Silence was the only comment.
"The Inspector will be ready for us at eleven o'clock. Agent says the cars will be here by that time, so we can load out and get back to the ranch by supper."
"All right," chorused three voices in the dark, and Limber went to his own room. As he lighted the lamp there was a broad grin on his face, and his eyes danced with laughter, while he reiterated Bronco's denunciation, "Served the darned galoots right!"
Willcox slept late Sunday morning, so no one noticed shadowy figures dismount from three cowponies two hours before daylight. A struggling calf was making a heroic fight for freedom, but found itself propelled toward the picket fence surrounding the church and thrust through the gate. The mysterious men hitched the animal firmly inside the fence, then two placards of pasteboard, tied loosely together, were thrown across the calf's back and secured like a pack-saddle by strong cord. This accomplished, the three men mounted their ponies and disappeared in the starlight.
Willcox woke, rubbed its eyes and remembered a minister was to hold Divine Services that day of the year. Ten o'clock arrived. The first youngsters and their adult family connections approached the church gate. They congregated in animated groups, were joined by others, and finally spectators across the street, realizing that something interesting was detaining the congregation from entering the church, sauntered over. These inquirers hastened back to town and circulated news that caused a veritable stampede.
By the time the minister reached the scene the crowd composed the entire population of the town – men, women, children and dogs, several of the latter adding to the excitement by proceeding to settle feuds of long standing.

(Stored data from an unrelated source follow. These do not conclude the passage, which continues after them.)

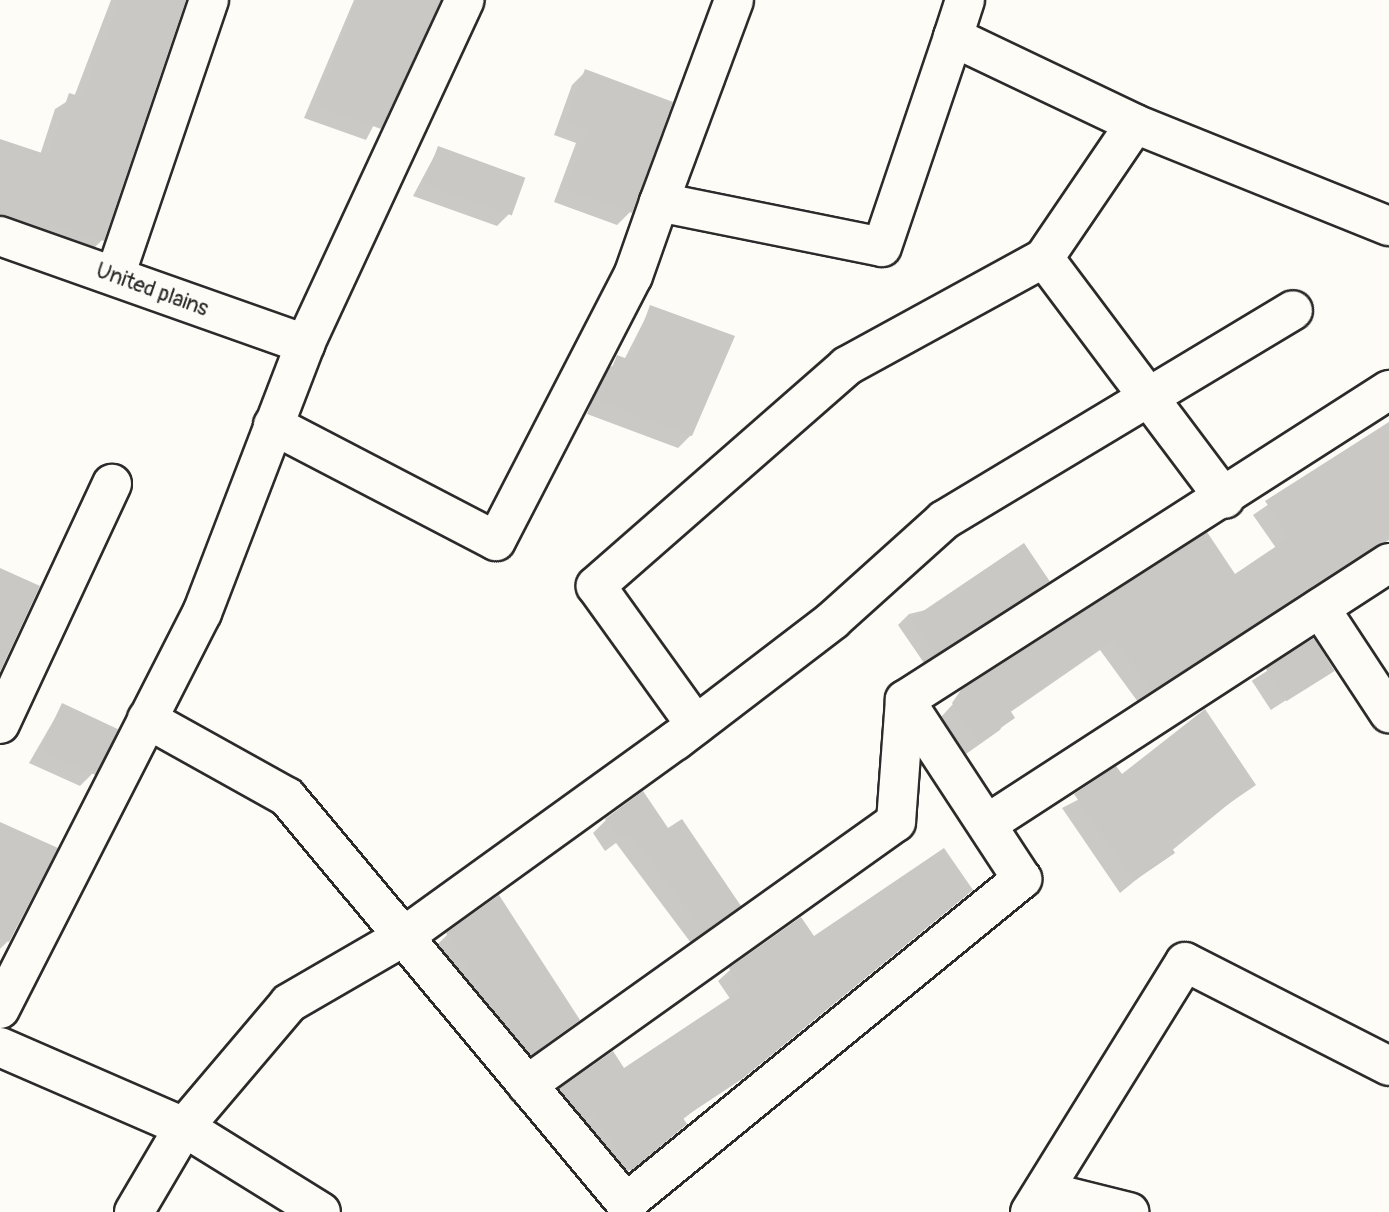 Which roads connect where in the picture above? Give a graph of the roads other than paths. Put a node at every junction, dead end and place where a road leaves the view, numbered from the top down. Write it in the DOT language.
graph roads {
  1 [pos="209,0"];
  2 [pos="465,0"];
  3 [pos="734,0"];
  4 [pos="965,0"];
  5 [pos="953,37"];
  6 [pos="1135,124"];
  7 [pos="659,202"];
  8 [pos="1389,226"];
  9 [pos="0,236"];
  10 [pos="1044,258"];
  11 [pos="115,276"];
  12 [pos="1293,310"];
  13 [pos="305,344"];
  14 [pos="1389,390"];
  15 [pos="1148,399"];
  16 [pos="273,425"];
  17 [pos="112,484"];
  18 [pos="1225,499"];
  19 [pos="1389,563"];
  20 [pos="1320,608"];
  21 [pos="905,700"];
  22 [pos="1389,713"];
  23 [pos="147,719"];
  24 [pos="0,724"];
  25 [pos="696,725"];
  26 [pos="987,824"];
  27 [pos="403,937"];
  28 [pos="0,1009"];
  29 [pos="0,1047"];
  30 [pos="1389,1066"];
  31 [pos="527,1085"];
  32 [pos="184,1127"];
  33 [pos="1037,1201"];
  34 [pos="134,1212"];
  35 [pos="321,1212"];
  36 [pos="1129,1212"];
  1 -- 11 [label="street"];
  2 -- 13 [label="street"];
  3 -- 7 [label="street"];
  4 -- 5 [label="street"];
  5 -- 6 [label="street"];
  5 -- 7 [label="street"];
  6 -- 8 [label="street"];
  6 -- 10 [label="street"];
  7 -- 16 [label="street"];
  9 -- 11 [label="street, United plains"];
  10 -- 15 [label="street"];
  10 -- 25 [label="street"];
  11 -- 13 [label="street, United plains"];
  12 -- 15 [label="street"];
  13 -- 16 [label="street"];
  14 -- 18 [label="street"];
  15 -- 18 [label="street"];
  15 -- 25 [label="street"];
  16 -- 23 [label="street"];
  17 -- 24 [label="street"];
  18 -- 21 [label="street"];
  19 -- 20 [label="street"];
  20 -- 22 [label="street"];
  20 -- 26 [label="street"];
  21 -- 26 [label="street"];
  21 -- 31 [label="street"];
  23 -- 27 [label="street"];
  23 -- 28 [label="street"];
  25 -- 27 [label="street"];
  26 -- 31 [label="street"];
  27 -- 31 [label="street"];
  27 -- 32 [label="street"];
  29 -- 32 [label="street"];
  30 -- 33 [label="street"];
  32 -- 34 [label="street"];
  32 -- 35 [label="street"];
  33 -- 36 [label="street"];
}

The Reverend Silas Hunter passed through the gate and his eyes swept the crowd, then rested on the centre of attraction – a husky, white-faced calf tethered to the fence by a rope. The animal had been lying down, in no way disturbed by the people or dog-fights, but as the Dominie scrutinized it, it rose and bellowed loudly into his face amid shouts of laughter. Across the calf's back swung the placards on which, printed in irregular letters, were the words;
I AM NOT TO BIG TO KUMBUT FOR GODS SAKE HEADOF THE PROJIGUL SON"Oh!" ejaculated the Reverend Hunter, beaming upon the assemblage. "I see we have a donation. We will keep the calf, sell it and apply the proceeds to our Church Funds. Now," he addressed two half-grown lads, "you boys sit close to the door during services and see that the calf does not get away. Some unprincipled person might try to steal it, you know. We will find a place to care for it after services."

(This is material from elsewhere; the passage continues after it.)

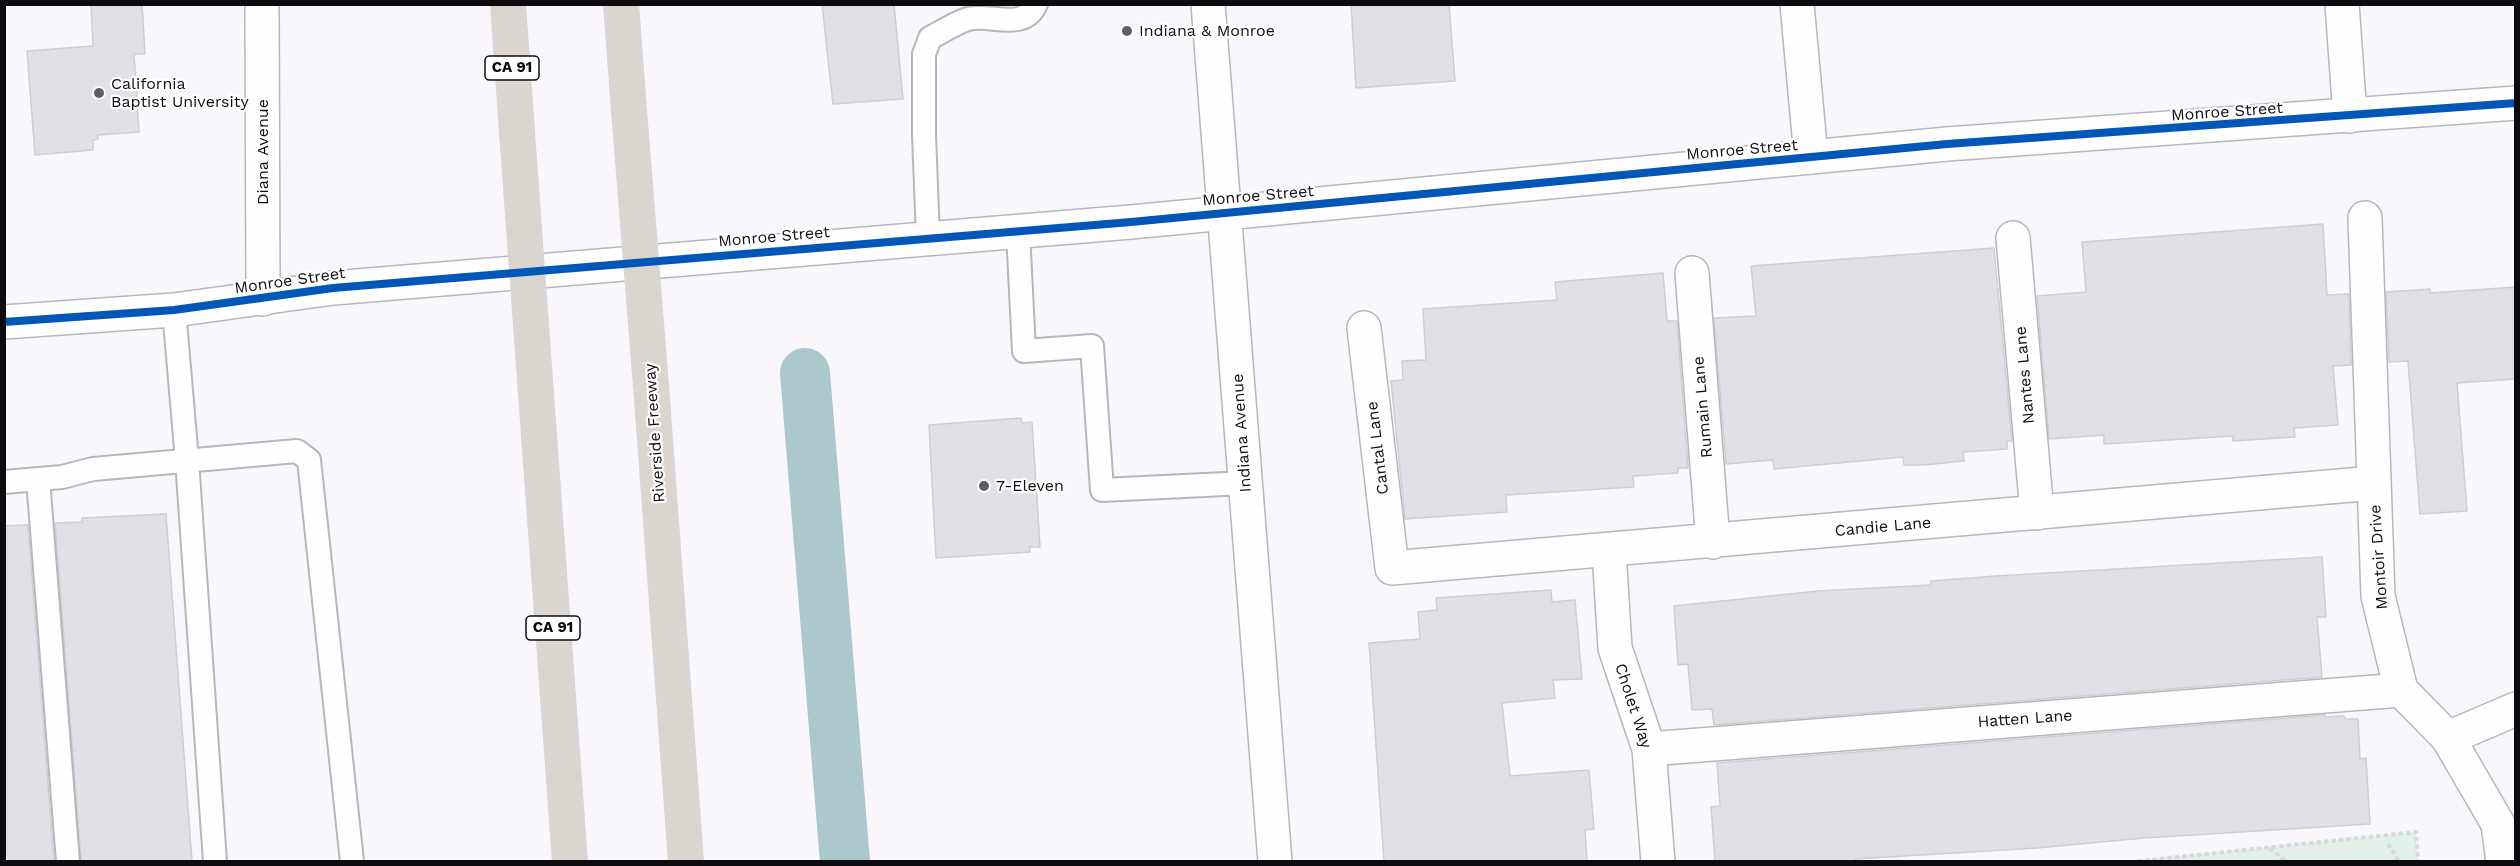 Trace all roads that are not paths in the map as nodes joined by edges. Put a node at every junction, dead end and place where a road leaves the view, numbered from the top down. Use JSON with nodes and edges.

Across the street Bronco, Roarer and Holy stood in consultation. They had hovered on the edge of the crowd when the minister made his announcement, and they realized there was to be no opportunity to get possession of that calf in order to turn it loose – as they had planned.

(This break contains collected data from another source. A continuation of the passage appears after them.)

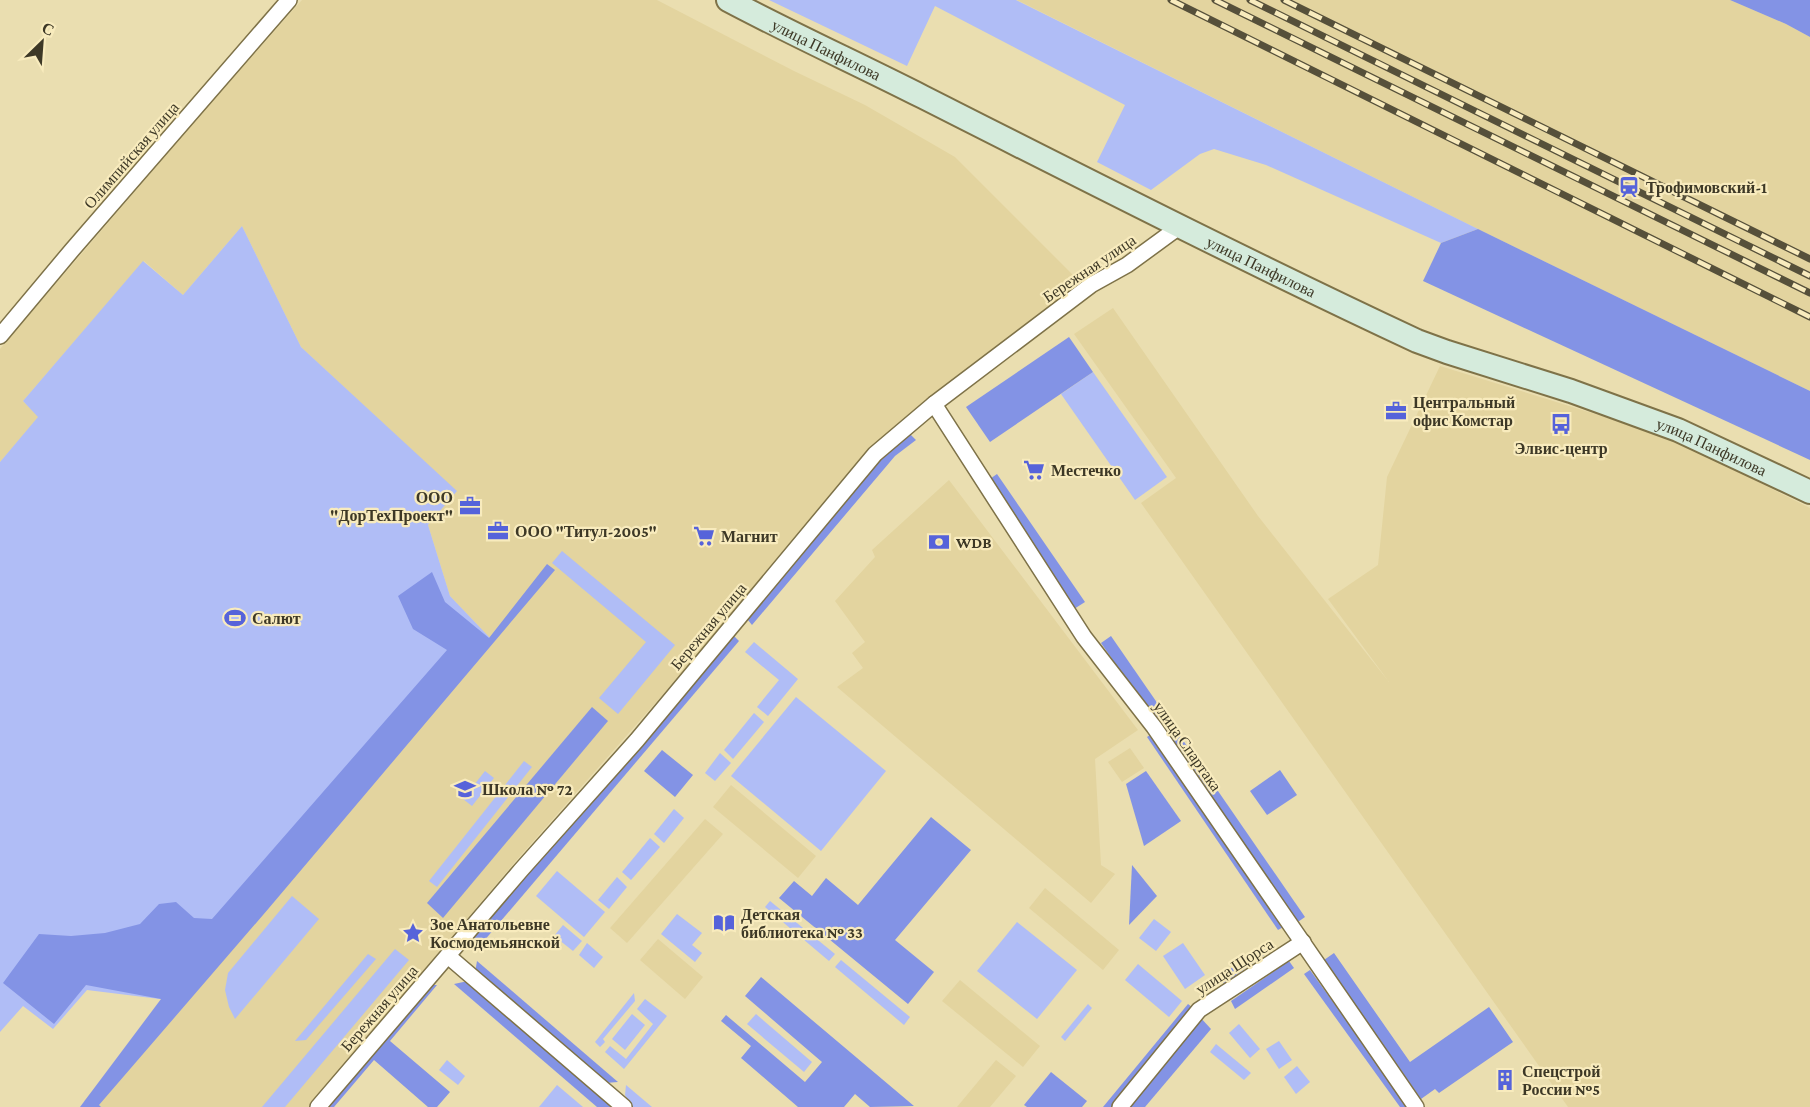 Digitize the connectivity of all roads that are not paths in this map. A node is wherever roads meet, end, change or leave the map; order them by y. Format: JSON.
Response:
{"nodes":[{"id":1,"x":290,"y":0,"type":"edge"},
{"id":2,"x":728,"y":0,"type":"edge"},
{"id":3,"x":1179,"y":227,"type":"junction"},
{"id":4,"x":0,"y":336,"type":"edge"},
{"id":5,"x":934,"y":404,"type":"junction"},
{"id":6,"x":1810,"y":492,"type":"edge"},
{"id":7,"x":1303,"y":942,"type":"junction"},
{"id":8,"x":448,"y":956,"type":"junction"},
{"id":9,"x":318,"y":1107,"type":"edge"},
{"id":10,"x":624,"y":1107,"type":"edge"},
{"id":11,"x":1120,"y":1107,"type":"edge"},
{"id":12,"x":1416,"y":1107,"type":"edge"}],
"edges":[{"from":1,"to":4,"type":"street","name":"Олимпийская улица"},
{"from":2,"to":3,"type":"main road","name":"улица Панфилова"},
{"from":3,"to":5,"type":"street","name":"Бережная улица"},
{"from":3,"to":6,"type":"main road","name":"улица Панфилова"},
{"from":5,"to":7,"type":"street","name":"улица Спартака"},
{"from":5,"to":8,"type":"street","name":"Бережная улица"},
{"from":7,"to":11,"type":"street","name":"улица Щорса"},
{"from":7,"to":12,"type":"street","name":"улица Спартака"},
{"from":8,"to":9,"type":"street","name":"Бережная улица"},
{"from":8,"to":10,"type":"street"}]}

"Say, he sure called our hands," said Holy despondently. "He's too derned smart to be a minister. What the devil are we goin' to do about it?"
"Let him keep the doggone calf and we'll have to put up a jackpot for the feller that owns it," advised Bronco.
"It ain't marked," squeaked Roarer excitedly. "Did any of you see the brand on the cow it was with?"
None of them had noticed such a trifle in their desire to capture the calf and accomplish the trick without discovery.
"Well, I guess we'll have to own up," asserted Holy, as they dropped side by side on the wooden bench in front of the hotel, and stared hopelessly across at the calf and the widely-opened church door.
"We sure got a hoodoo on us this trip," said Bronco. "First we got buncoed out of the ice-scream by that female window-curtain, then we goes and steals an empty ice-cream freezer and now we're stuck about that air calf. It'd be easy enough, to pay for it if we knowed the mother's brand, but seein' as we didn't pay attention to that, we've just got to buck up and go to that gospel-shark and tell him we done it. There's no tellin' what he'll do about it, let alone the feller that owns the calf. Darn it all, why didn't Limber stick along with us all the time and keep us from gettin' into this mix-up?"